:: Given records ::

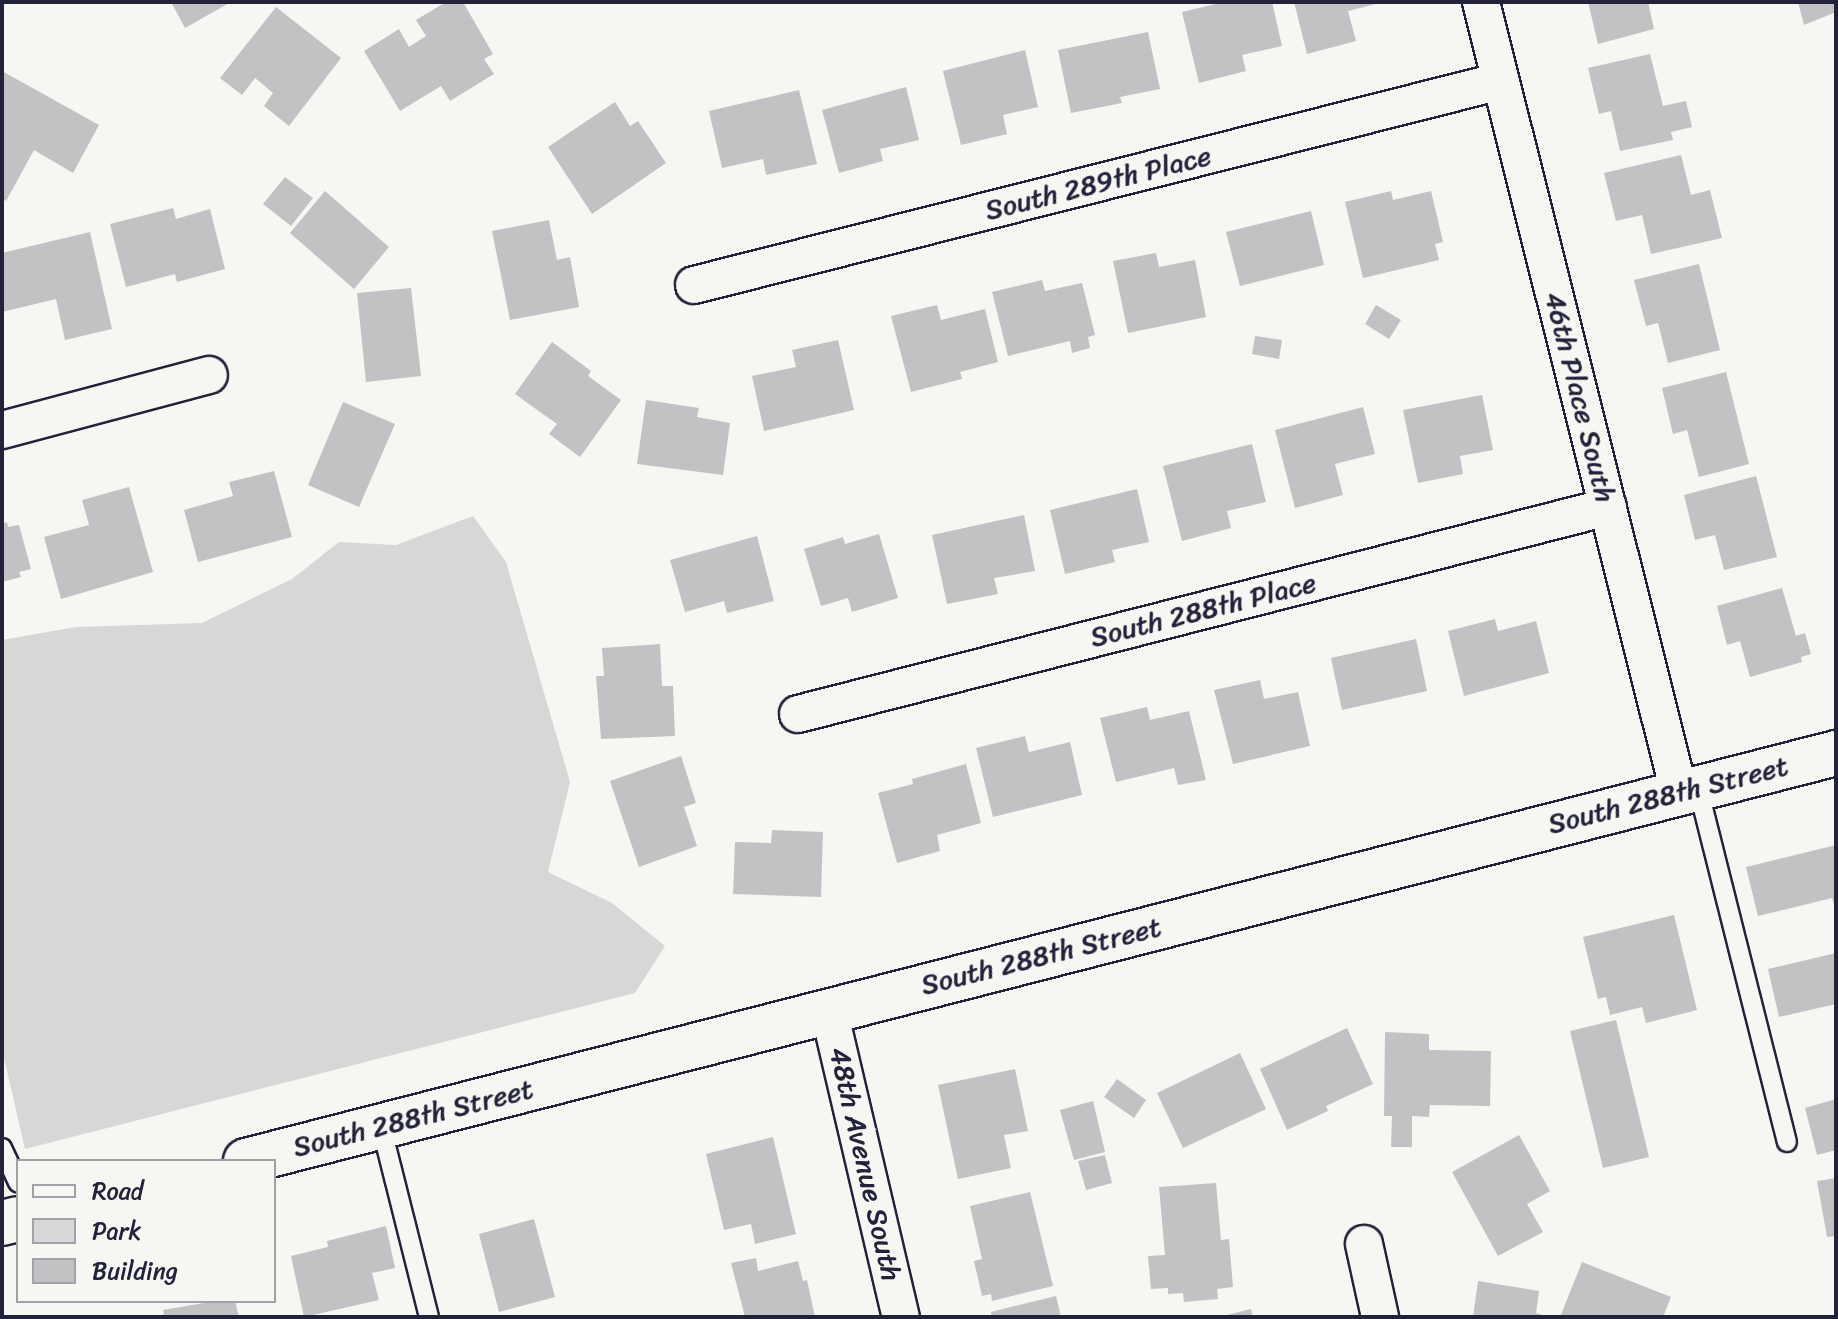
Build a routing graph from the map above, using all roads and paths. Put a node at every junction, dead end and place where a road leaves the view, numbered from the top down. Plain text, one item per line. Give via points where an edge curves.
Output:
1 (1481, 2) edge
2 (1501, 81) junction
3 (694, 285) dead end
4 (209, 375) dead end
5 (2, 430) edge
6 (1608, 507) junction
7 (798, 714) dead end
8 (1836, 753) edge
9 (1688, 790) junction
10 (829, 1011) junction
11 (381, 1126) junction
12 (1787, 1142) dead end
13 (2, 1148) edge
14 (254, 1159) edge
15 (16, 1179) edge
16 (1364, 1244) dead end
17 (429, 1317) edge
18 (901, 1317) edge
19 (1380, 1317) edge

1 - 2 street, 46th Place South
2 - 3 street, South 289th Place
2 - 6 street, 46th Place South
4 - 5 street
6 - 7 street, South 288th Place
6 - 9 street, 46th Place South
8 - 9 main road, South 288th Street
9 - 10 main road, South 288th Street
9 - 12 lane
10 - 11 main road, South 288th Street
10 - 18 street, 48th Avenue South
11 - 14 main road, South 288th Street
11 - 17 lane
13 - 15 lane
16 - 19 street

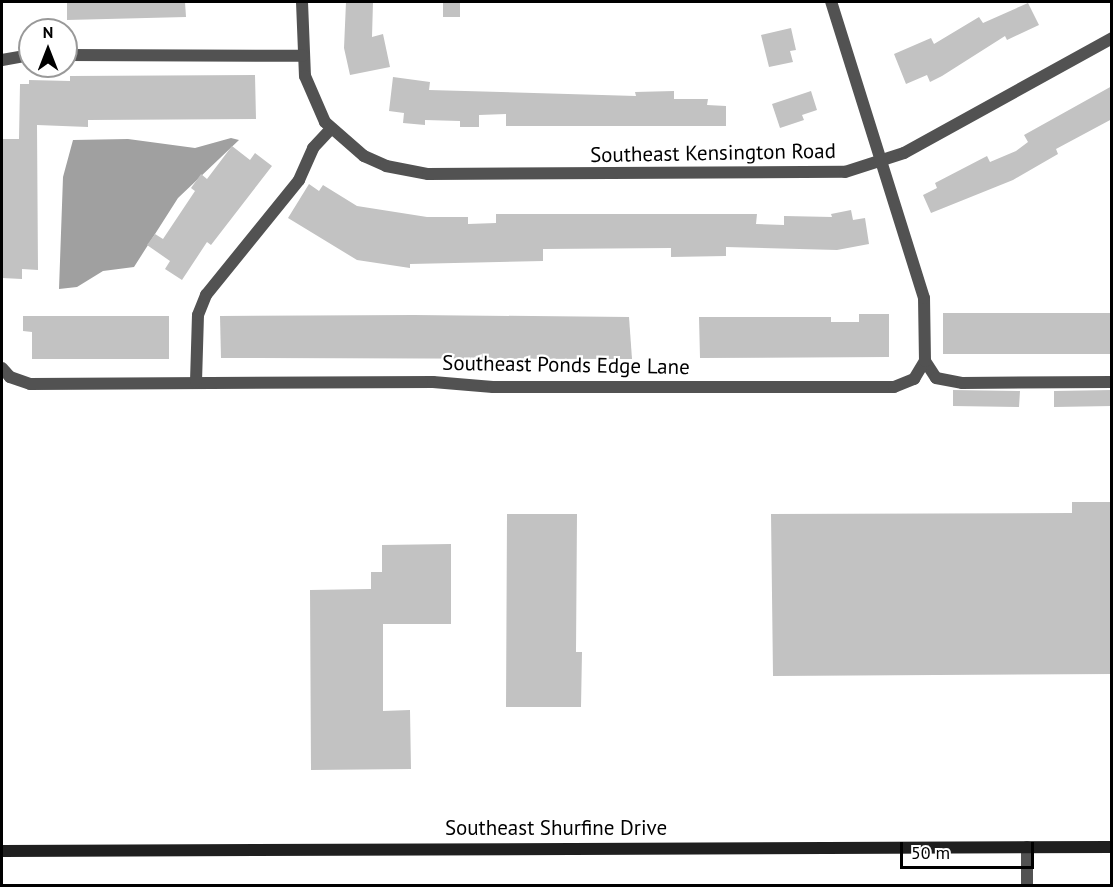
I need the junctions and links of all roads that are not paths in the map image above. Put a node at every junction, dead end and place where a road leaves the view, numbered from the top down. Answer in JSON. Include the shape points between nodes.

:::
:: Given records ::

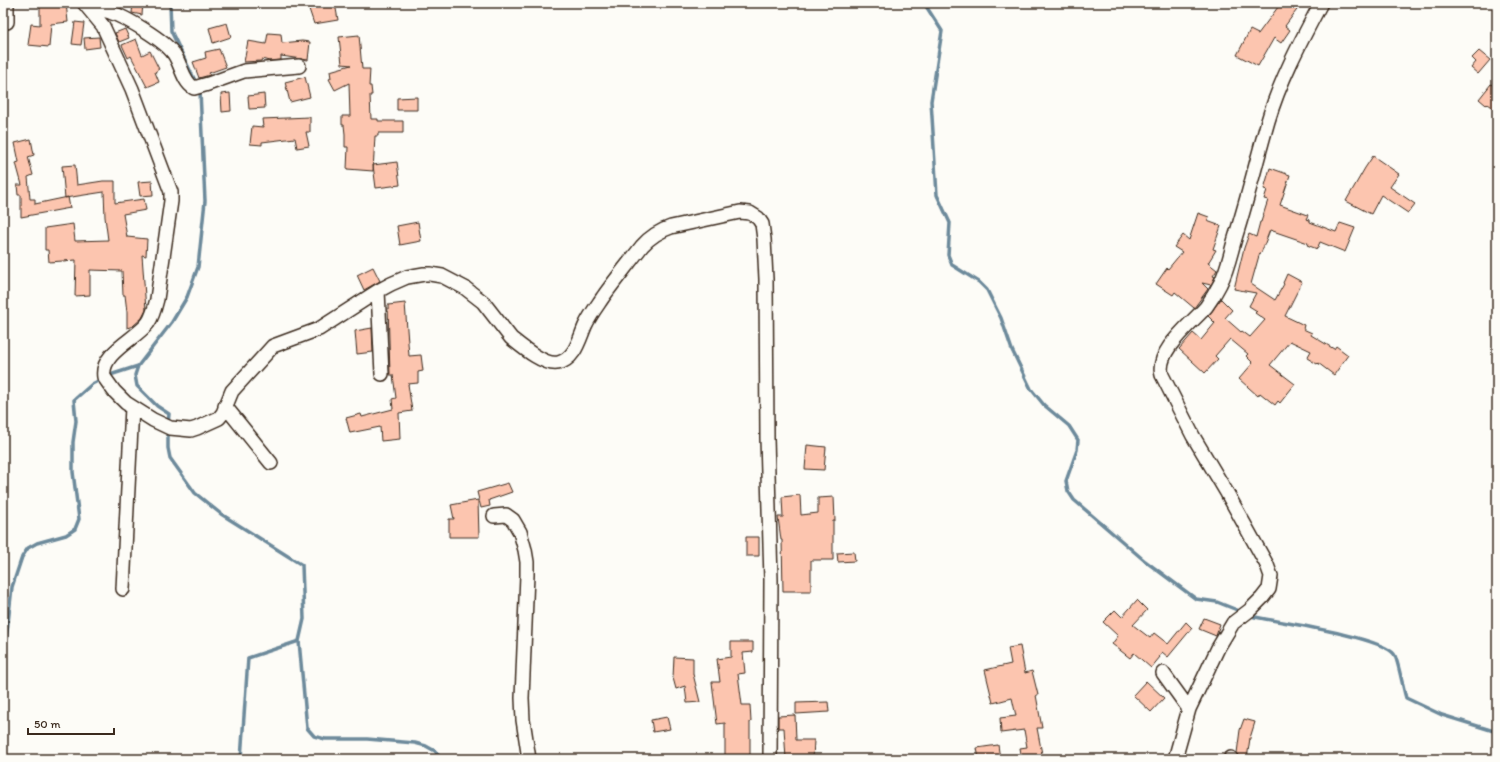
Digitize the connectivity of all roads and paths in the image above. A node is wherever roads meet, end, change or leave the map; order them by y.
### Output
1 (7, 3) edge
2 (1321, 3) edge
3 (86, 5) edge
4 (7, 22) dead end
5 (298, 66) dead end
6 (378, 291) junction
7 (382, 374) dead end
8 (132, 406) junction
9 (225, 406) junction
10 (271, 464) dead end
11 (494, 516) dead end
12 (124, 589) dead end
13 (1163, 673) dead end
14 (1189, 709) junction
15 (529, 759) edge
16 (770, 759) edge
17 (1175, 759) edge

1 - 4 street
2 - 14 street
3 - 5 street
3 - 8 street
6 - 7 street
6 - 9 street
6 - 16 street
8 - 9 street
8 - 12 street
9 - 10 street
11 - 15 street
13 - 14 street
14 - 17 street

:::

### Work to be completed
Set down again, exactly, every line above from the one with "Build a routing" down to the one with "I need the junctions", both ends included. No pictures, and nothing else.

### Task result
Build a routing graph from the map above, using all roads and paths. Put a node at every junction, dead end and place where a road leaves the view, numbered from the top down. Plain text, one item per line. Give via points where an edge curves.
Output:
1 (1481, 2) edge
2 (1501, 81) junction
3 (694, 285) dead end
4 (209, 375) dead end
5 (2, 430) edge
6 (1608, 507) junction
7 (798, 714) dead end
8 (1836, 753) edge
9 (1688, 790) junction
10 (829, 1011) junction
11 (381, 1126) junction
12 (1787, 1142) dead end
13 (2, 1148) edge
14 (254, 1159) edge
15 (16, 1179) edge
16 (1364, 1244) dead end
17 (429, 1317) edge
18 (901, 1317) edge
19 (1380, 1317) edge

1 - 2 street, 46th Place South
2 - 3 street, South 289th Place
2 - 6 street, 46th Place South
4 - 5 street
6 - 7 street, South 288th Place
6 - 9 street, 46th Place South
8 - 9 main road, South 288th Street
9 - 10 main road, South 288th Street
9 - 12 lane
10 - 11 main road, South 288th Street
10 - 18 street, 48th Avenue South
11 - 14 main road, South 288th Street
11 - 17 lane
13 - 15 lane
16 - 19 street

I need the junctions and links of all roads that are not paths in the map image above. Put a node at every junction, dead end and place where a road leaves the view, numbered from the top down. Answer in JSON. Include the shape points between nodes.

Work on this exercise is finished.